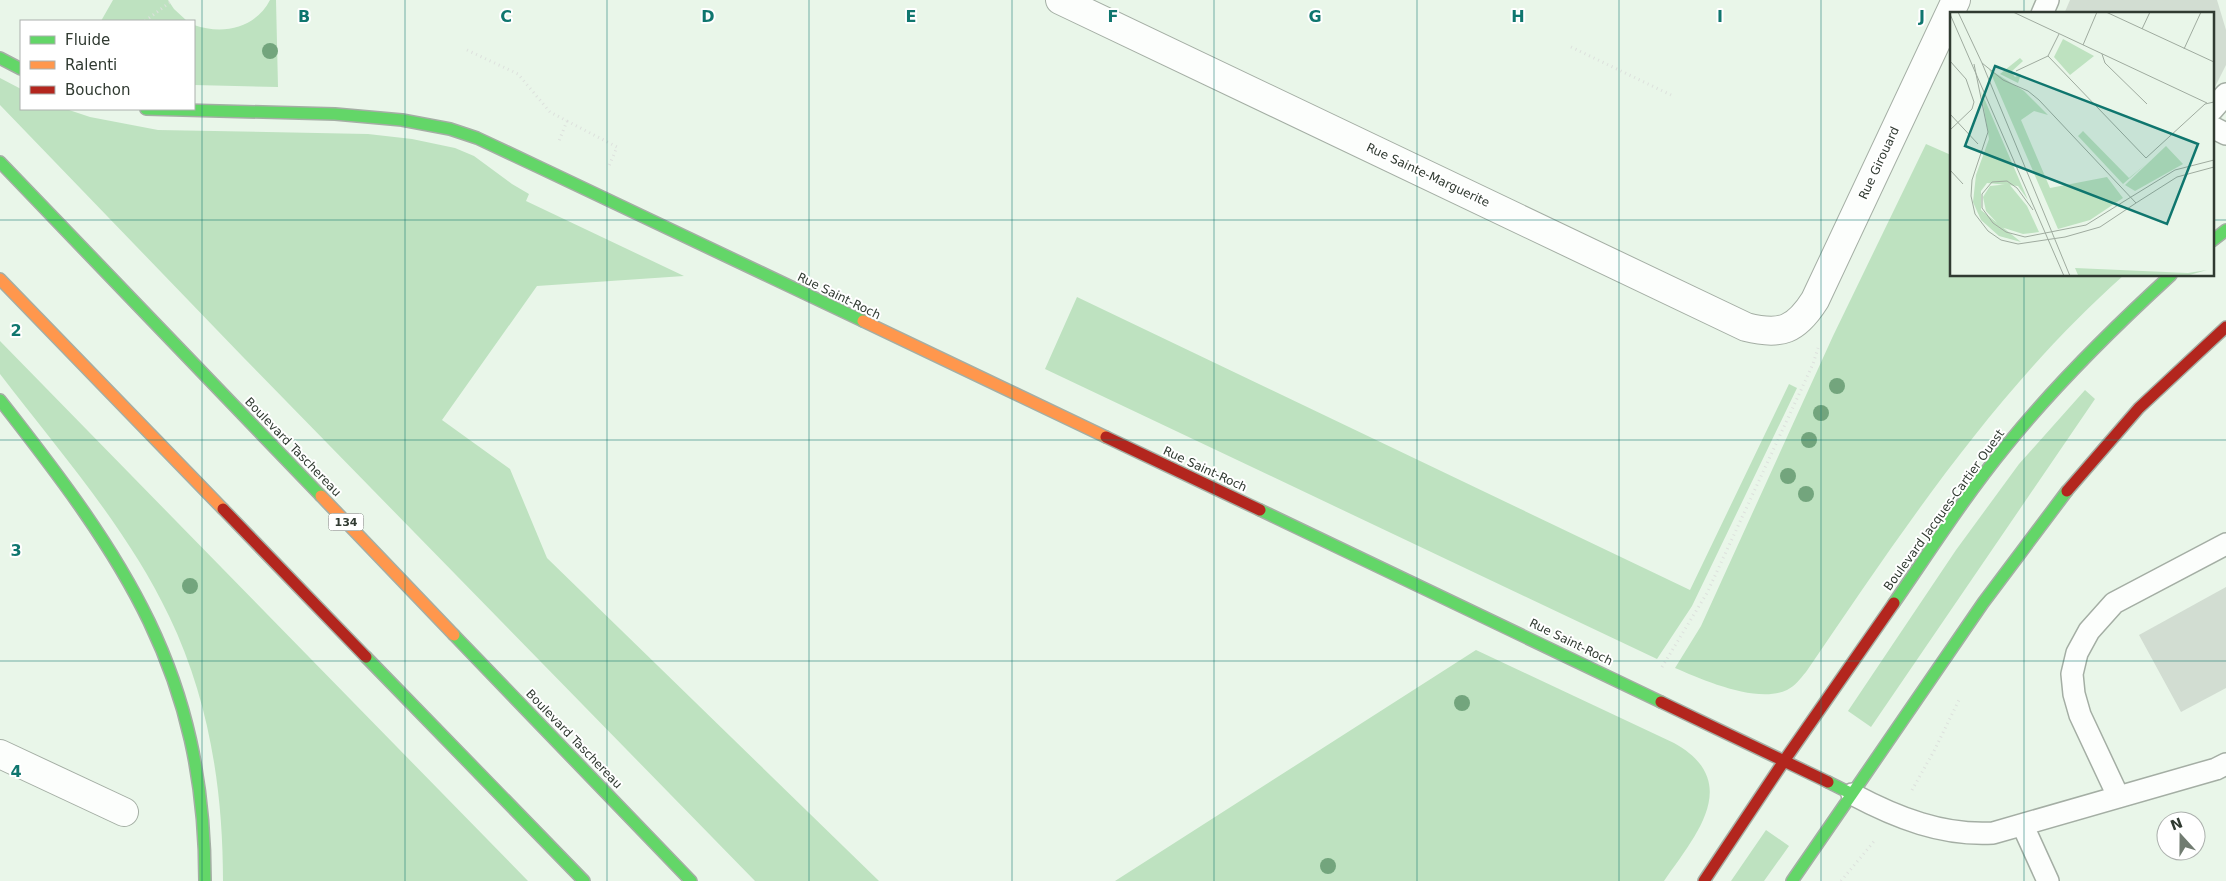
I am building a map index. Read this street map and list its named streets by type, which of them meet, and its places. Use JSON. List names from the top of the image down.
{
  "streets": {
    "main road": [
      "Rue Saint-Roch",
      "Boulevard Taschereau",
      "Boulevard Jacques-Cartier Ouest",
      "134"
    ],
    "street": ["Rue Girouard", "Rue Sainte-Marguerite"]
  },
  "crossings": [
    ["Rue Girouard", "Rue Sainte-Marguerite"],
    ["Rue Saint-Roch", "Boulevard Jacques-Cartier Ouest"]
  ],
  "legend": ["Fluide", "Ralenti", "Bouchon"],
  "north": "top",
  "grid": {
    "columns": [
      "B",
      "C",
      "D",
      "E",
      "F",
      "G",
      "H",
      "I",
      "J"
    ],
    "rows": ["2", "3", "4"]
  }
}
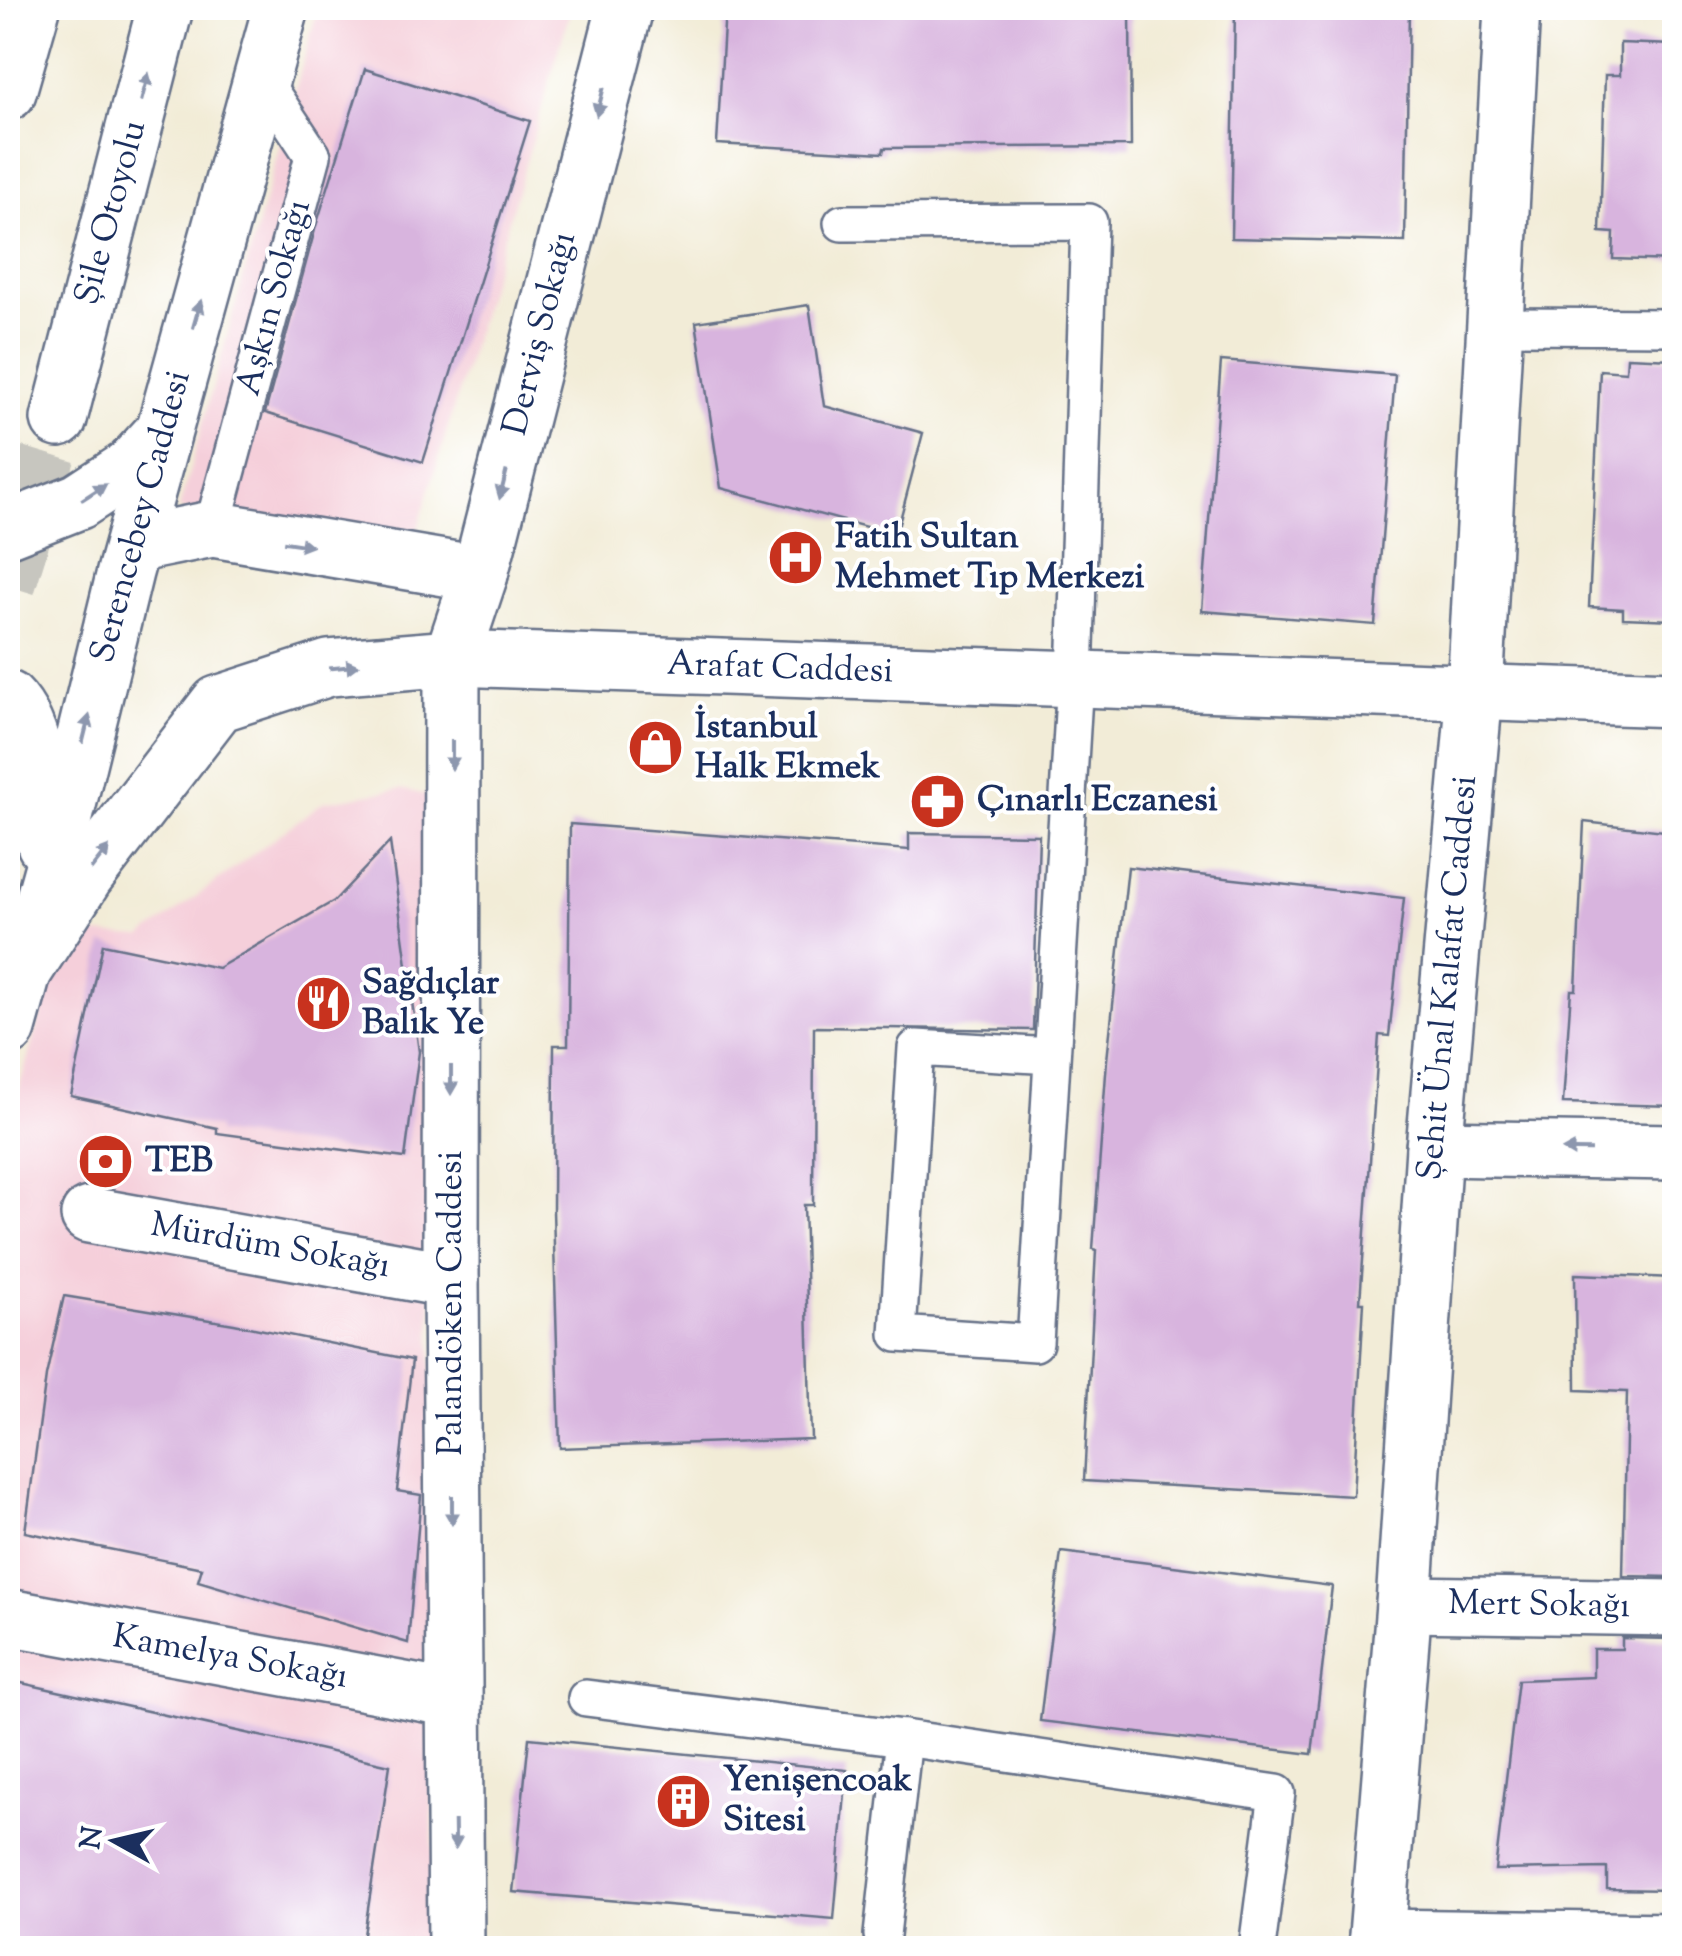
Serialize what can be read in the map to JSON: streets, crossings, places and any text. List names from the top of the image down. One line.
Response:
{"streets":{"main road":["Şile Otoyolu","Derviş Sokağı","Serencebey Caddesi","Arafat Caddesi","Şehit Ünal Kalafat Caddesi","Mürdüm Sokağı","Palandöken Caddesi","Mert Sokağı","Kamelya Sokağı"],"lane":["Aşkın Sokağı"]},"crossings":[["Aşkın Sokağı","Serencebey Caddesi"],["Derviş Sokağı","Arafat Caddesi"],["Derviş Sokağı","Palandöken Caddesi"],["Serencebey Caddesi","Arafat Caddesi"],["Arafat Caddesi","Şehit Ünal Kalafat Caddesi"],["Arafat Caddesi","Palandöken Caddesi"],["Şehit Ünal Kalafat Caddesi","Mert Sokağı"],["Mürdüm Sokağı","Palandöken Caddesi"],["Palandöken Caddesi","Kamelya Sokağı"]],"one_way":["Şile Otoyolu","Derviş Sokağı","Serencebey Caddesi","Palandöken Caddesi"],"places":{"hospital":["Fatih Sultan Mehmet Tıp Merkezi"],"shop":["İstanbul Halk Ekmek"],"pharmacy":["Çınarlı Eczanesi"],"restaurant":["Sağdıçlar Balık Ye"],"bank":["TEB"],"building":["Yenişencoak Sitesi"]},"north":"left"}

══════════

What is required: Write out the entries above in full and exactly; no pictures.

Solution to this exercise:
I am building a map index. Read this street map and list its named streets by type, which of them meet, and its places. Use JSON. List names from the top of the image down.
{
  "streets": {
    "main road": [
      "Rue Saint-Roch",
      "Boulevard Taschereau",
      "Boulevard Jacques-Cartier Ouest",
      "134"
    ],
    "street": ["Rue Girouard", "Rue Sainte-Marguerite"]
  },
  "crossings": [
    ["Rue Girouard", "Rue Sainte-Marguerite"],
    ["Rue Saint-Roch", "Boulevard Jacques-Cartier Ouest"]
  ],
  "legend": ["Fluide", "Ralenti", "Bouchon"],
  "north": "top",
  "grid": {
    "columns": [
      "B",
      "C",
      "D",
      "E",
      "F",
      "G",
      "H",
      "I",
      "J"
    ],
    "rows": ["2", "3", "4"]
  }
}
Serialize what can be read in the map to JSON: streets, crossings, places and any text. List names from the top of the image down. One line.
Response:
{"streets":{"main road":["Şile Otoyolu","Derviş Sokağı","Serencebey Caddesi","Arafat Caddesi","Şehit Ünal Kalafat Caddesi","Mürdüm Sokağı","Palandöken Caddesi","Mert Sokağı","Kamelya Sokağı"],"lane":["Aşkın Sokağı"]},"crossings":[["Aşkın Sokağı","Serencebey Caddesi"],["Derviş Sokağı","Arafat Caddesi"],["Derviş Sokağı","Palandöken Caddesi"],["Serencebey Caddesi","Arafat Caddesi"],["Arafat Caddesi","Şehit Ünal Kalafat Caddesi"],["Arafat Caddesi","Palandöken Caddesi"],["Şehit Ünal Kalafat Caddesi","Mert Sokağı"],["Mürdüm Sokağı","Palandöken Caddesi"],["Palandöken Caddesi","Kamelya Sokağı"]],"one_way":["Şile Otoyolu","Derviş Sokağı","Serencebey Caddesi","Palandöken Caddesi"],"places":{"hospital":["Fatih Sultan Mehmet Tıp Merkezi"],"shop":["İstanbul Halk Ekmek"],"pharmacy":["Çınarlı Eczanesi"],"restaurant":["Sağdıçlar Balık Ye"],"bank":["TEB"],"building":["Yenişencoak Sitesi"]},"north":"left"}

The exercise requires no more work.